Understood within the history of Convention jurisprudence, the comments made by Judges Spano and Bianku appear to me to be incredibly important. It may be wishful thinking, but I read the comments in the following way:
I will not express a view on the Court’s current case-law granting deference to the Member States in deciding whether to legalise same-sex marriage [I am now going to express my view on the Court's current case law and its deference to States that do not wish to legalise same-sex marriage] 
As things stand, that is the position of the Court, one by which I am bound on the basis of the principle of stare decisis [I disagree with the current position of the Court, but, unfortunately, precedent dictates that I must be bound to the collective decision-making of my colleagues].  

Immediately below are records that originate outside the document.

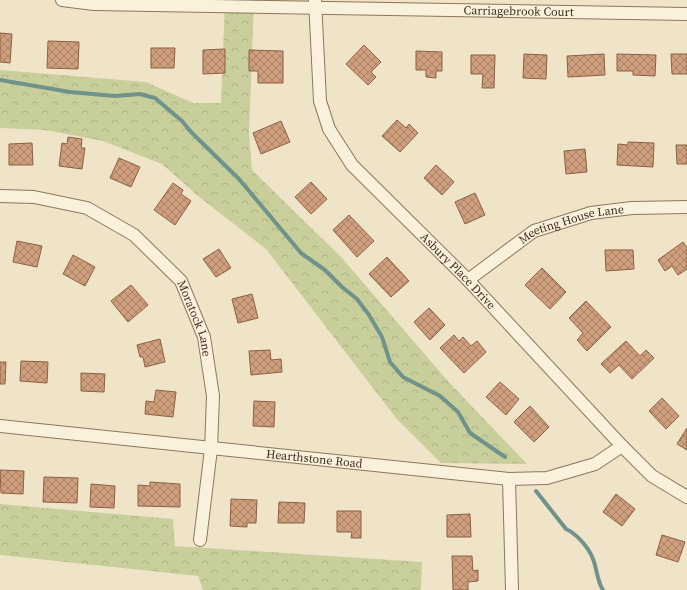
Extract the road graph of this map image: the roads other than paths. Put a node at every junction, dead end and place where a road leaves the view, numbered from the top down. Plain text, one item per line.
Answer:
1 (62, 0) edge
2 (315, 4) edge
3 (687, 14) edge
4 (0, 196) edge
5 (687, 207) edge
6 (468, 280) junction
7 (0, 426) edge
8 (622, 446) junction
9 (211, 449) junction
10 (509, 480) junction
11 (687, 497) edge
12 (200, 540) dead end
13 (512, 590) edge

1 - 2 street, Carriagebrook Court
2 - 3 street, Carriagebrook Court
2 - 6 street, Asbury Place Drive
4 - 9 street, Moratock Lane
5 - 6 street, Meeting House Lane
6 - 8 street, Asbury Place Drive
7 - 9 street, Hearthstone Road
8 - 10 street, Hearthstone Road
8 - 11 street, Asbury Place Drive
9 - 10 street, Hearthstone Road
9 - 12 street, Moratock Lane
10 - 13 street

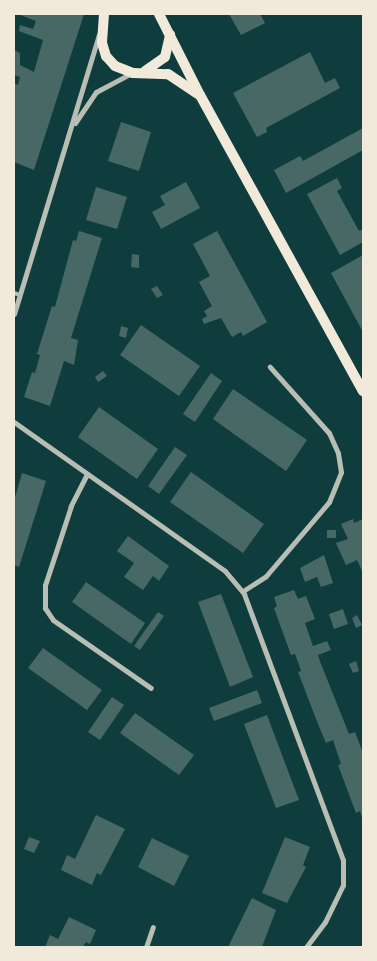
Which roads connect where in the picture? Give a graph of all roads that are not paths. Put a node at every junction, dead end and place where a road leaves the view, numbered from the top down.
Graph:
1 (104, 14) edge
2 (159, 14) edge
3 (102, 26) junction
4 (170, 34) junction
5 (145, 72) junction
6 (133, 73) junction
7 (200, 95) junction
8 (72, 130) junction
9 (17, 294) edge
10 (14, 314) edge
11 (270, 366) dead end
12 (363, 391) edge
13 (14, 422) edge
14 (87, 474) junction
15 (243, 591) junction
16 (151, 688) dead end
17 (153, 927) dead end
18 (146, 947) edge
19 (306, 947) edge

1 - 3 main road
2 - 4 main road
3 - 6 main road
3 - 8 street
4 - 5 main road
4 - 7 main road
5 - 6 main road
5 - 7 main road
6 - 8 street
7 - 12 main road
8 - 9 street
9 - 10 street
11 - 15 street
13 - 14 street
14 - 15 street
14 - 16 street
15 - 19 street
17 - 18 street

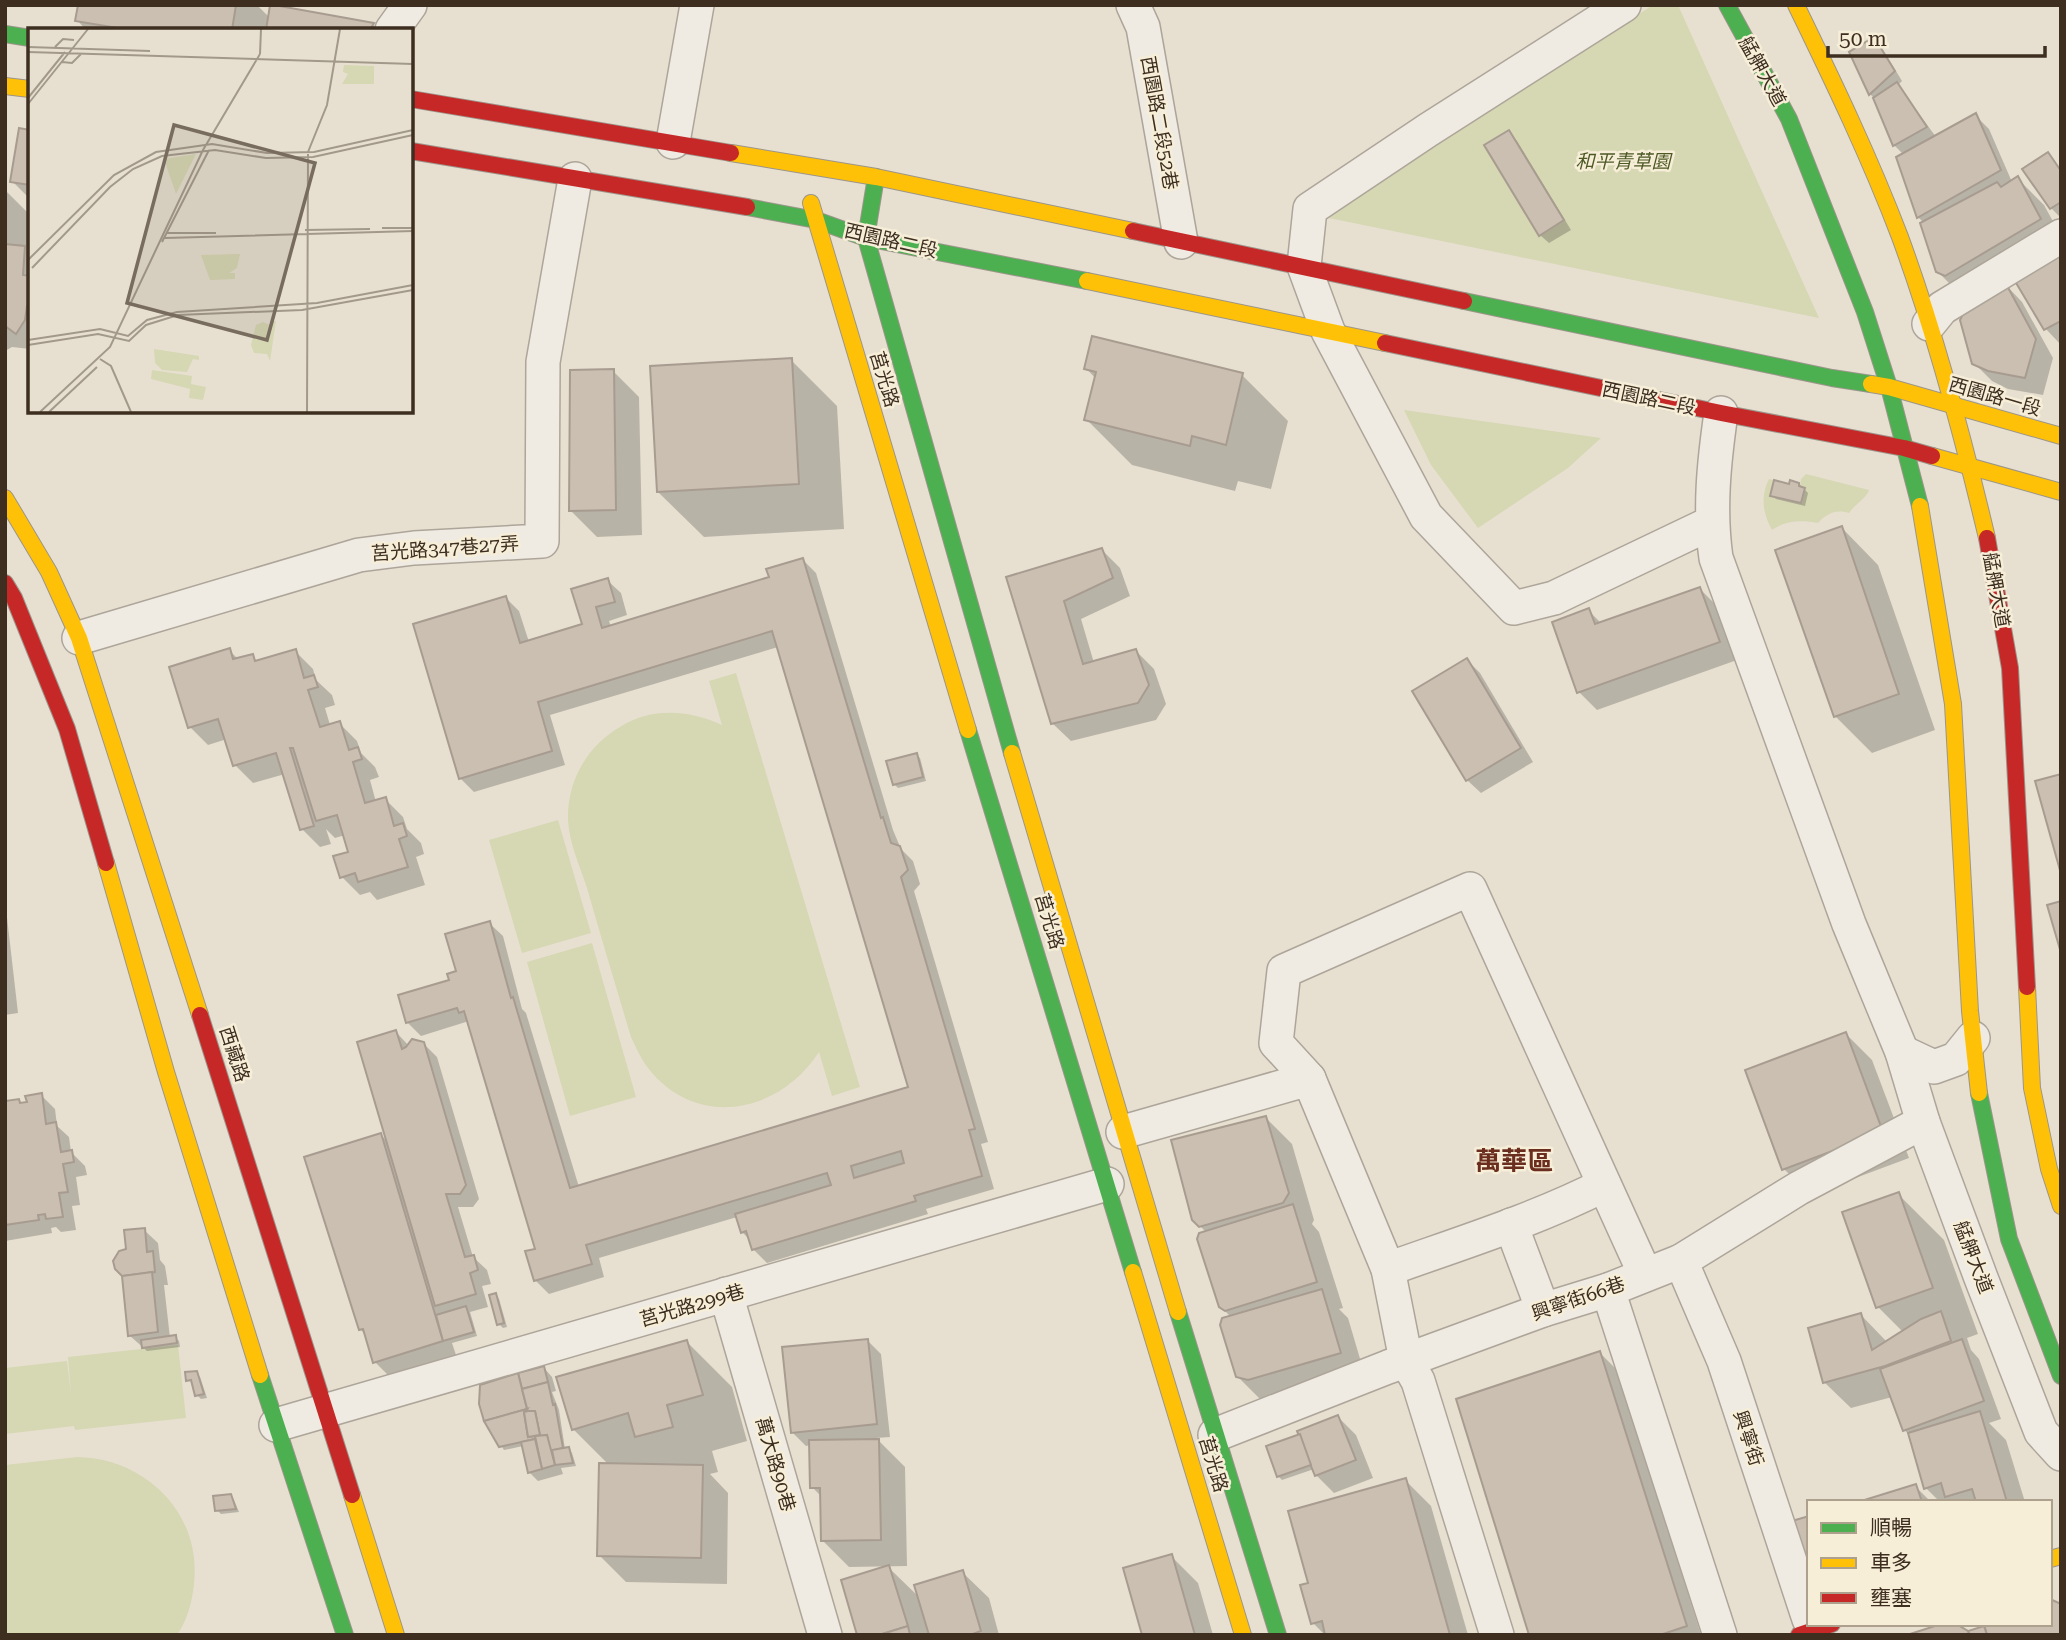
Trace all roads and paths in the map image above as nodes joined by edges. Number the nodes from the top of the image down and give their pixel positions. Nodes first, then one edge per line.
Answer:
1 (410, 5) edge
2 (697, 5) edge
3 (1133, 5) edge
4 (1624, 5) edge
5 (1727, 5) edge
6 (1796, 5) edge
7 (394, 28) edge
8 (5, 34) edge
9 (28, 38) edge
10 (5, 86) edge
11 (28, 89) edge
12 (413, 99) edge
13 (673, 142) junction
14 (413, 151) edge
15 (804, 165) junction
16 (876, 177) junction
17 (575, 179) junction
18 (816, 220) junction
19 (2061, 236) edge
20 (866, 238) junction
21 (1181, 242) junction
22 (1304, 267) junction
23 (1930, 324) junction
24 (1328, 331) junction
25 (1889, 387) junction
26 (1951, 406) junction
27 (1721, 413) junction
28 (2061, 436) edge
29 (1904, 448) junction
30 (1969, 466) junction
31 (2061, 492) edge
32 (5, 498) edge
33 (1712, 523) junction
34 (5, 583) edge
35 (79, 638) junction
36 (1973, 1038) junction
37 (1902, 1052) junction
38 (1309, 1079) junction
39 (1923, 1122) junction
40 (1123, 1132) junction
41 (1107, 1184) junction
42 (1604, 1185) junction
43 (2061, 1206) edge
44 (1511, 1225) junction
45 (1681, 1261) junction
46 (1388, 1269) junction
47 (1645, 1274) junction
48 (1608, 1290) junction
49 (726, 1294) junction
50 (1543, 1310) junction
51 (1406, 1360) junction
52 (2061, 1376) edge
53 (325, 1411) junction
54 (276, 1425) junction
55 (1215, 1435) junction
56 (2061, 1454) edge
57 (1807, 1610) edge
58 (345, 1635) edge
59 (396, 1635) edge
60 (825, 1635) edge
61 (1244, 1635) edge
62 (1278, 1635) edge
63 (1497, 1635) edge
64 (1720, 1635) edge

1 - 7 street
2 - 13 street
3 - 21 street, 西園路二段52巷
4 - 22 street
5 - 25 main road, 艋舺大道
6 - 23 main road, 艋舺大道
8 - 9 main road
10 - 11 main road
12 - 13 main road
13 - 15 main road
14 - 17 main road, 西園路二段
15 - 16 main road
15 - 18 main road, 莒光路
16 - 20 main road
16 - 21 main road
17 - 18 main road, 西園路二段
17 - 35 street, 莒光路347巷27弄
18 - 20 main road, 西園路二段
18 - 41 main road, 莒光路
19 - 23 street
20 - 24 main road, 西園路二段
20 - 40 main road, 莒光路
21 - 22 main road
22 - 24 street
22 - 25 main road
23 - 26 main road, 艋舺大道
24 - 27 main road, 西園路二段
24 - 33 street
25 - 26 main road, 西園路一段
25 - 29 main road, 艋舺大道
26 - 28 main road, 西園路一段
26 - 30 main road, 艋舺大道
27 - 29 main road, 西園路二段
27 - 33 street, 艋舺大道
29 - 30 main road, 西園路二段
29 - 36 main road, 艋舺大道
30 - 31 main road
30 - 43 main road, 艋舺大道
32 - 35 main road, 西藏路
33 - 37 street, 艋舺大道
34 - 54 main road
35 - 53 main road, 西藏路
36 - 37 street
36 - 52 main road, 艋舺大道
37 - 39 street, 艋舺大道
38 - 40 street
38 - 42 street
38 - 46 street
39 - 45 street, 興寧街66巷
39 - 56 street, 艋舺大道
40 - 55 main road, 莒光路
41 - 49 street, 莒光路299巷
41 - 61 main road, 莒光路
42 - 44 street
42 - 47 street
44 - 46 street
44 - 50 street
45 - 47 street, 興寧街66巷
45 - 57 street, 興寧街
46 - 51 street
47 - 48 street, 興寧街66巷
48 - 50 street, 興寧街66巷
48 - 64 street
49 - 53 street, 莒光路299巷
49 - 60 street, 萬大路90巷
50 - 51 street, 興寧街66巷
51 - 55 street, 興寧街66巷
51 - 63 street
53 - 54 street, 莒光路299巷
53 - 59 main road, 西藏路
54 - 58 main road
55 - 62 main road, 莒光路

However, as recognised in Schalk and Kopf v. Austria ... things may change [Things, however, are going to change, and at some point in the future, the Court will declare that Article 12 of the Convention requires States to permit same-sex couples to marry]. 
I am writing separately to highlight the fact that although States are not under an obligation to afford same-sex couples access to the institution of marriage, that does not mean that these individuals are unable to find sanctuary in this Court when invoking the right to respect for their family lives in particular contexts [I am writing to make it absolutely clear that, regardless of whether States decide to allow same-sex couples to marry, same-sex couples can find sanctuary - and I use that word deliberately to mean refuge from persecution and danger - in the European Court of Human Rights when States do not respect their right to respect for their family lives]. 
On the contrary, if States decide to exclude same-sex couples from being able to marry, such a decision may have consequences when this Court is called upon to examine a claim of unjustified discrimination within a specific context that falls within the ambit of the right to respect for family life under Article 8 taken in conjunction with Article 14 of the Convention [If States continue to exclude same-sex couples from marriage, and grant special privileges to married opposite-sex couples, this Court is now ready to more effectively use provisions in the Convention to address this unjustified discrimination]. 
Wishful thinking? Perhaps, but not outlandishly so.

Many thanks, Judges Spano and Bianku!